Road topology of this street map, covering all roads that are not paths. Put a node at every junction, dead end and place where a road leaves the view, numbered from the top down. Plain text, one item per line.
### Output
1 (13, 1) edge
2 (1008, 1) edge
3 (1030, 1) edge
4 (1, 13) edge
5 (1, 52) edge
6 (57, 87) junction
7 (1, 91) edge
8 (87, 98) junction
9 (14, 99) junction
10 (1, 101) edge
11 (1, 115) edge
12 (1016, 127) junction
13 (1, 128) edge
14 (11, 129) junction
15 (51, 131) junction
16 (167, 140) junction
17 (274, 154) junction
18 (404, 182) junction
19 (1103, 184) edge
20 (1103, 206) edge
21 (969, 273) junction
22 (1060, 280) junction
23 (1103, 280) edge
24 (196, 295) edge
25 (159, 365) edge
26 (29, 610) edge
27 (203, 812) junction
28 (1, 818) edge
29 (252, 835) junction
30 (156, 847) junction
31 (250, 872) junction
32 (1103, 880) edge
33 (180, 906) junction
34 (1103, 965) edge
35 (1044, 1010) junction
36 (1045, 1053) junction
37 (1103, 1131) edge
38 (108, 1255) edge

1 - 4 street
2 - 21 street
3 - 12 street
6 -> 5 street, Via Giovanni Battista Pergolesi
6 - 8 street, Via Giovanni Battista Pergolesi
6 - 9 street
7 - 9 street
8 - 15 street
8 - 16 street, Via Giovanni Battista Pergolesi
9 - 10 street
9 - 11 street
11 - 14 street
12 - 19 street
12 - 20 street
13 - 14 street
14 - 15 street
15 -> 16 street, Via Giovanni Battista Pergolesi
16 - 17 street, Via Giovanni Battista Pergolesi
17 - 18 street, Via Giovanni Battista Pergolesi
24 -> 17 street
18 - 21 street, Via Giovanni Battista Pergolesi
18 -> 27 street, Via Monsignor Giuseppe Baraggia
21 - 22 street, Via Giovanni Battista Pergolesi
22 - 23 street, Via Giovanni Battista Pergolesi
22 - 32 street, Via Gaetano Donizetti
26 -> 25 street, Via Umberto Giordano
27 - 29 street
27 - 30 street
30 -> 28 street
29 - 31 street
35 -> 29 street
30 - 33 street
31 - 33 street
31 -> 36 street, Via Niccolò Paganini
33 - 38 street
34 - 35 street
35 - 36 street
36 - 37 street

○ ○ ○ ○

Instructions to follow: Every record must appear in the answer exactly as it does above.

Task result:
Road topology of this street map, covering all roads that are not paths. Put a node at every junction, dead end and place where a road leaves the view, numbered from the top down. Plain text, one item per line.
### Output
1 (13, 1) edge
2 (1008, 1) edge
3 (1030, 1) edge
4 (1, 13) edge
5 (1, 52) edge
6 (57, 87) junction
7 (1, 91) edge
8 (87, 98) junction
9 (14, 99) junction
10 (1, 101) edge
11 (1, 115) edge
12 (1016, 127) junction
13 (1, 128) edge
14 (11, 129) junction
15 (51, 131) junction
16 (167, 140) junction
17 (274, 154) junction
18 (404, 182) junction
19 (1103, 184) edge
20 (1103, 206) edge
21 (969, 273) junction
22 (1060, 280) junction
23 (1103, 280) edge
24 (196, 295) edge
25 (159, 365) edge
26 (29, 610) edge
27 (203, 812) junction
28 (1, 818) edge
29 (252, 835) junction
30 (156, 847) junction
31 (250, 872) junction
32 (1103, 880) edge
33 (180, 906) junction
34 (1103, 965) edge
35 (1044, 1010) junction
36 (1045, 1053) junction
37 (1103, 1131) edge
38 (108, 1255) edge

1 - 4 street
2 - 21 street
3 - 12 street
6 -> 5 street, Via Giovanni Battista Pergolesi
6 - 8 street, Via Giovanni Battista Pergolesi
6 - 9 street
7 - 9 street
8 - 15 street
8 - 16 street, Via Giovanni Battista Pergolesi
9 - 10 street
9 - 11 street
11 - 14 street
12 - 19 street
12 - 20 street
13 - 14 street
14 - 15 street
15 -> 16 street, Via Giovanni Battista Pergolesi
16 - 17 street, Via Giovanni Battista Pergolesi
17 - 18 street, Via Giovanni Battista Pergolesi
24 -> 17 street
18 - 21 street, Via Giovanni Battista Pergolesi
18 -> 27 street, Via Monsignor Giuseppe Baraggia
21 - 22 street, Via Giovanni Battista Pergolesi
22 - 23 street, Via Giovanni Battista Pergolesi
22 - 32 street, Via Gaetano Donizetti
26 -> 25 street, Via Umberto Giordano
27 - 29 street
27 - 30 street
30 -> 28 street
29 - 31 street
35 -> 29 street
30 - 33 street
31 - 33 street
31 -> 36 street, Via Niccolò Paganini
33 - 38 street
34 - 35 street
35 - 36 street
36 - 37 street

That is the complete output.